OK, that's actually not a deal-breaker since I can still load it up in a 32-bit VEP instance on the same PC (didn't know you could load 32-bit and 64-bit versions at the same time, don't think you can do that on a Mac). Since I'm planning on using them with SM instruments, which aren't particularly RAM-hungry, I'm ok with that for now.

btw, thx Daryl for the clarification. Spat is really an amazing tool.


----------



## Daryl (Aug 23, 2012)

antoniopandrade @ Thu Aug 23 said:


> UGH. So I guess when Flux says "Available in 32-bits and 64-bits" they mean bit DEPTH?
> 
> The fact that it's actually 64-bits precision on Win and not on Mac makes it even more misleading...


No, it's talking about the operating systems that it works on.

D


----------



## Daryl (Aug 23, 2012)

antoniopandrade @ Thu Aug 23 said:


> OK, that's actually not a deal-breaker since I can still load it up in a 32-bit VEP instance on the same PC (didn't know you could load 32-bit and 64-bit versions at the same time, don't think you can do that on a Mac).


AFAIK you can do that in both Windows and OSX, because there are two server applications, and both can connect to 32bit and 64 sequencers.

D


----------



## Tanuj Tiku (Aug 23, 2012)

SPAT was working fine inside Cubase 5.5 and 6 (64-bit without Jbridge) with occasional glitches (soft).

However, as of 6.5 update it does not even launch. I have notified them about this and they said there is a known issue with Cubase 6.5 and that they are working on it.

Jbridge does not work with SPAT.

VE Pro is the best option right now.

I am also disappointed that u-he Diva also does not work when I am working on large projects. 

Even on moderate projects at 60% CPU and 6 GB RAM loaded, Diva no longer produces any sound.
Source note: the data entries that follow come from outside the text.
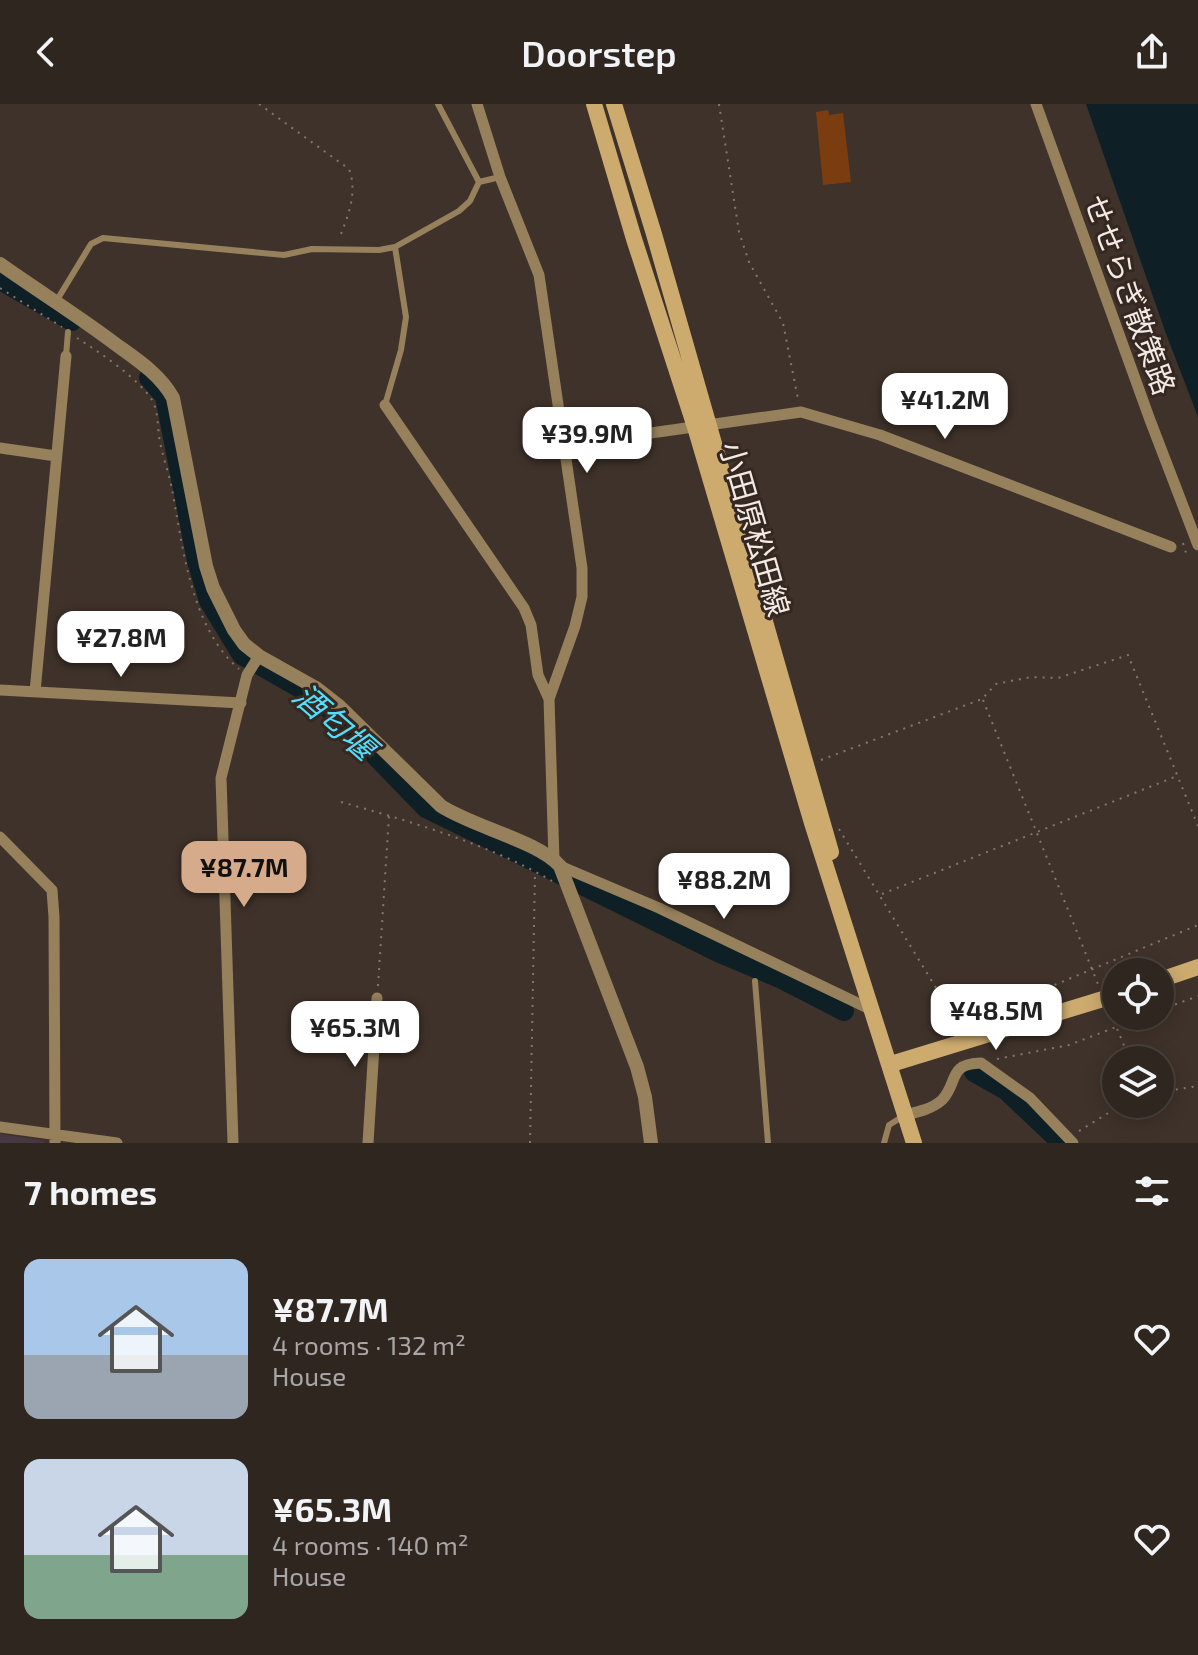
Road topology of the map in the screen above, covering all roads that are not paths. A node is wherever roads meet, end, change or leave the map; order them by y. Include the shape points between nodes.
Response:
1 (438, 104) edge
2 (477, 104) edge
3 (594, 104) edge
4 (614, 104) edge
5 (1036, 104) edge
6 (500, 177) junction
7 (479, 182) junction
8 (395, 247) junction
9 (0, 264) edge
10 (57, 300) junction
11 (68, 332) road end
12 (66, 356) joint
13 (385, 405) joint
14 (701, 426) junction
15 (565, 445) junction
16 (0, 448) edge
17 (56, 456) junction
18 (1198, 545) edge
19 (1171, 547) dead end
20 (259, 656) junction
21 (0, 690) edge
22 (35, 692) junction
23 (549, 699) junction
24 (241, 703) junction
25 (0, 837) edge
26 (557, 863) junction
27 (1198, 967) edge
28 (859, 970) junction
29 (1174, 975) edge
30 (755, 981) dead end
31 (377, 998) road end
32 (1102, 999) edge
33 (873, 1010) junction
34 (891, 1064) junction
35 (905, 1115) junction
36 (0, 1127) edge
37 (55, 1138) edge
38 (1070, 1140) edge
39 (117, 1143) edge
40 (233, 1143) edge
41 (368, 1143) edge
42 (651, 1143) edge
43 (768, 1143) edge
44 (884, 1143) edge
45 (914, 1143) edge

1 - 7 lane
2 - 6 street
3 - 14 main road, 小田原松田線 via 634,239
4 - 14 main road, 小田原松田線 via 654,234
5 - 18 street, せせらぎ散策路
6 - 7 lane
6 - 15 street via 539,275
7 - 8 lane via 459,211
8 - 10 lane via 284,255 103,238 91,244
8 - 13 lane via 406,317
9 - 10 street
10 - 20 street via 167,387 213,588 234,630
11 - 12 lane
12 - 17 street
13 - 23 street via 524,608 538,675
14 - 15 street
14 - 19 street via 801,412 880,435
14 - 28 main road, 小田原松田線 via 812,823
14 - 28 main road, 小田原松田線 via 808,766
15 - 23 street via 582,597
16 - 17 street
17 - 22 street
20 - 24 street via 247,675
20 - 26 street via 339,706 441,806
21 - 22 street
22 - 24 street
23 - 26 street
24 - 40 street via 221,778
25 - 37 street via 52,890
26 - 33 street
26 - 42 street via 637,1067
27 - 29 main road
28 - 33 main road, 小田原松田線
30 - 43 lane
31 - 41 street
32 - 34 main road
33 - 34 main road, 小田原松田線
34 - 35 main road, 小田原松田線
35 - 38 street via 943,1099 957,1070 981,1063 1030,1098
35 - 44 lane via 889,1125
35 - 45 main road, 小田原松田線
36 - 37 street
37 - 39 street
This was not an issue before I upgraded to Cubase 6.5

Now I am wondering, why I did it! I hate it because I really like SPAT and Diva. 



Best,

Tanuj.


----------



## Resoded (Aug 23, 2012)

vibrato @ 23rd August 2012 said:


> SPAT was working fine inside Cubase 5.5 and 6 (64-bit without Jbridge) with occasional glitches (soft).
> 
> However, as of 6.5 update it does not even launch. I have notified them about this and they said there is a known issue with Cubase 6.5 and that they are working on it.
> 
> ...



I think this thread can possibly solve your problems with Diva Tanuj. 

http://www.kvraudio.com/forum/viewtopic ... d200295777


----------



## Tanuj Tiku (Aug 24, 2012)

Erik - Thank YOU so much for that link!

I wonder why they havn't posted these links on their website?

I am using Diva on three different scores at the moment, its addictive!


Thanks.


Tanuj.


----------



## devastat (Aug 24, 2012)

The 64-bit version of SPAT should be not far of, I asked about it from FLUX on June and got this reply:

"There will be 64-bit versions of SPAT, we are working on 64-bit porting as we speak, and the release will start in 1-3 months."


----------